What does it involve?
The scleral-corneal limbus is a transition zone, a ring surrounding the cornea, in which the cornea and surrounding conjunctiva join. This peripheral zone of the cornea also contains corneal epithelial stem cells, which, after growing in the limbus, migrate over the cornea from the periphery towards the centre, where they are eventually lost by desquamation.

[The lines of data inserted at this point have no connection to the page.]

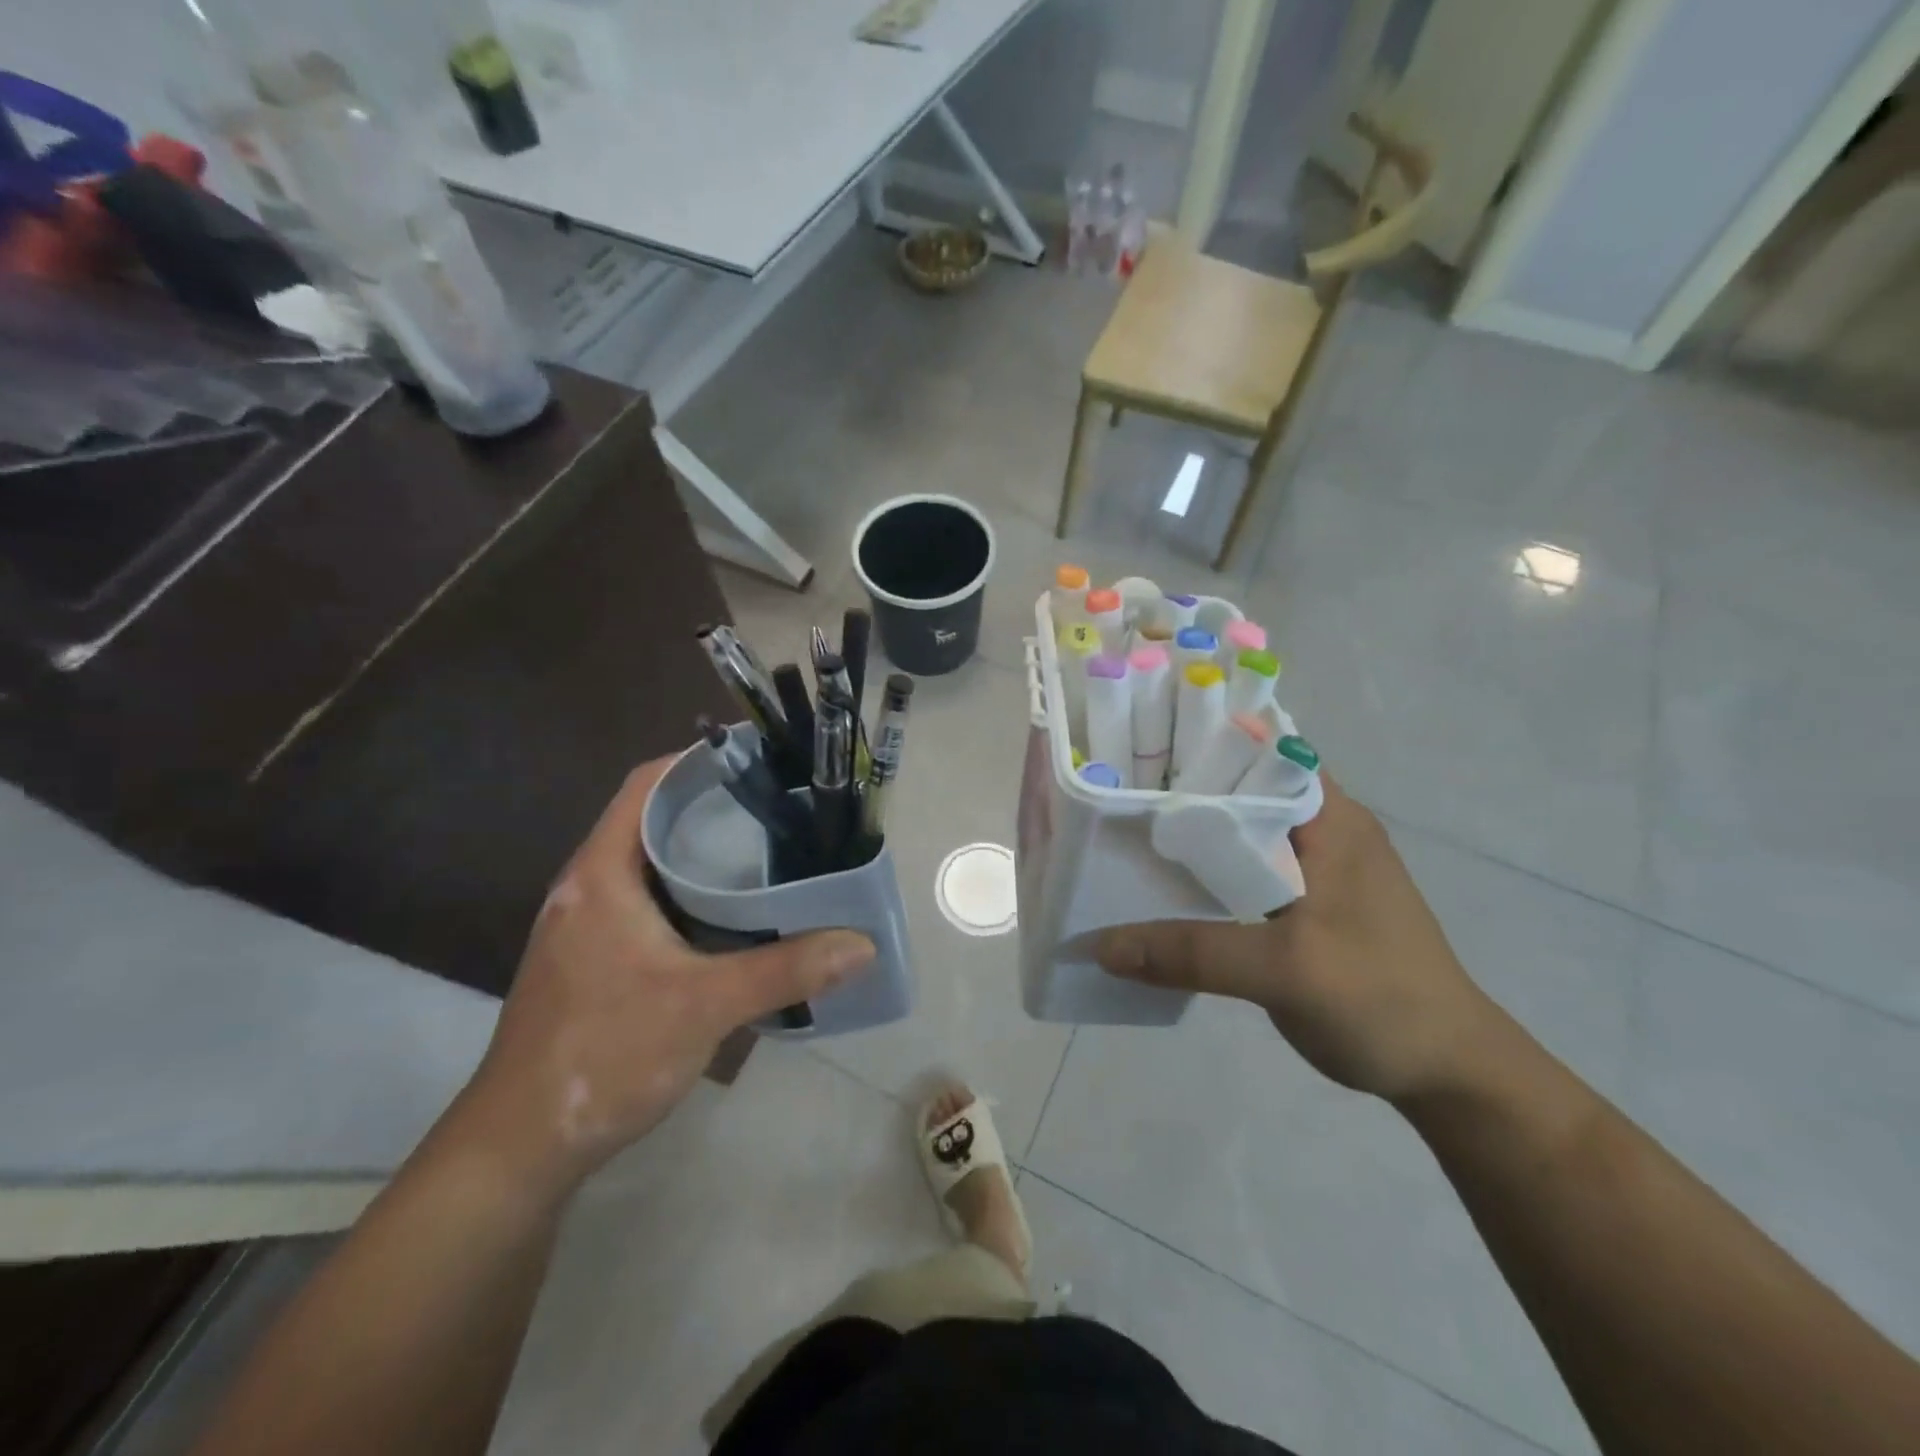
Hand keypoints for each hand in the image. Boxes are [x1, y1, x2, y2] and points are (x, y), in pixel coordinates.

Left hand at [459, 756, 875, 1195]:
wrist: (519, 1148)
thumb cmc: (603, 1055)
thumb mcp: (704, 1007)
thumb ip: (786, 970)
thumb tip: (862, 944)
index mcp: (601, 874)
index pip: (646, 786)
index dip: (697, 762)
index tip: (758, 760)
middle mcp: (588, 887)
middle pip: (653, 821)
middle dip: (714, 808)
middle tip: (780, 808)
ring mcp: (587, 926)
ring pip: (652, 866)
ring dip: (703, 856)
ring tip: (769, 853)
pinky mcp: (594, 960)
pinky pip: (649, 903)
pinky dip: (691, 896)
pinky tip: (735, 918)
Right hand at [1096, 775, 1498, 1102]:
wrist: (1446, 1072)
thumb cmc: (1380, 1000)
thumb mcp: (1285, 971)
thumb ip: (1192, 951)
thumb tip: (1101, 945)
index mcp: (1328, 816)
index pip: (1253, 749)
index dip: (1192, 744)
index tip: (1129, 751)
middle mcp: (1318, 827)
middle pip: (1234, 790)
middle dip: (1174, 793)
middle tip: (1107, 797)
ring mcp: (1309, 867)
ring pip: (1232, 834)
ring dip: (1184, 838)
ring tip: (1117, 837)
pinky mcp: (1299, 903)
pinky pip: (1236, 871)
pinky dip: (1198, 875)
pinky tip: (1156, 888)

There are a number of congenital or acquired factors that can seriously damage the limbus and, consequently, the stem cell population, causing a condition known as limbal stem cell deficiency syndrome. Limbal stem cell deficiency is caused when there is no longer a limbal stem cell source for corneal epithelial cells. The result is an invasion of conjunctival epithelial cells over the cornea, which take advantage of the fact that the limbus has ceased to act as a barrier to inhibit the growth of the conjunctiva.
The expansion of the conjunctival epithelium over the cornea causes vision loss, as well as epithelial adhesion problems, corneal erosion and ulcers, chronic inflammation and abnormal blood vessel growth. When the limbal stem cell deficiency has not yet fully developed, it can be treated with eye drops. In severe cases, however, limbal stem cell transplantation is the best option.
When is it carried out?
When the limbal stem cell deficiency has not yet fully developed and its cause has been eliminated with the help of medical treatment administered in the form of eye drops, the lesions can recover and stabilise.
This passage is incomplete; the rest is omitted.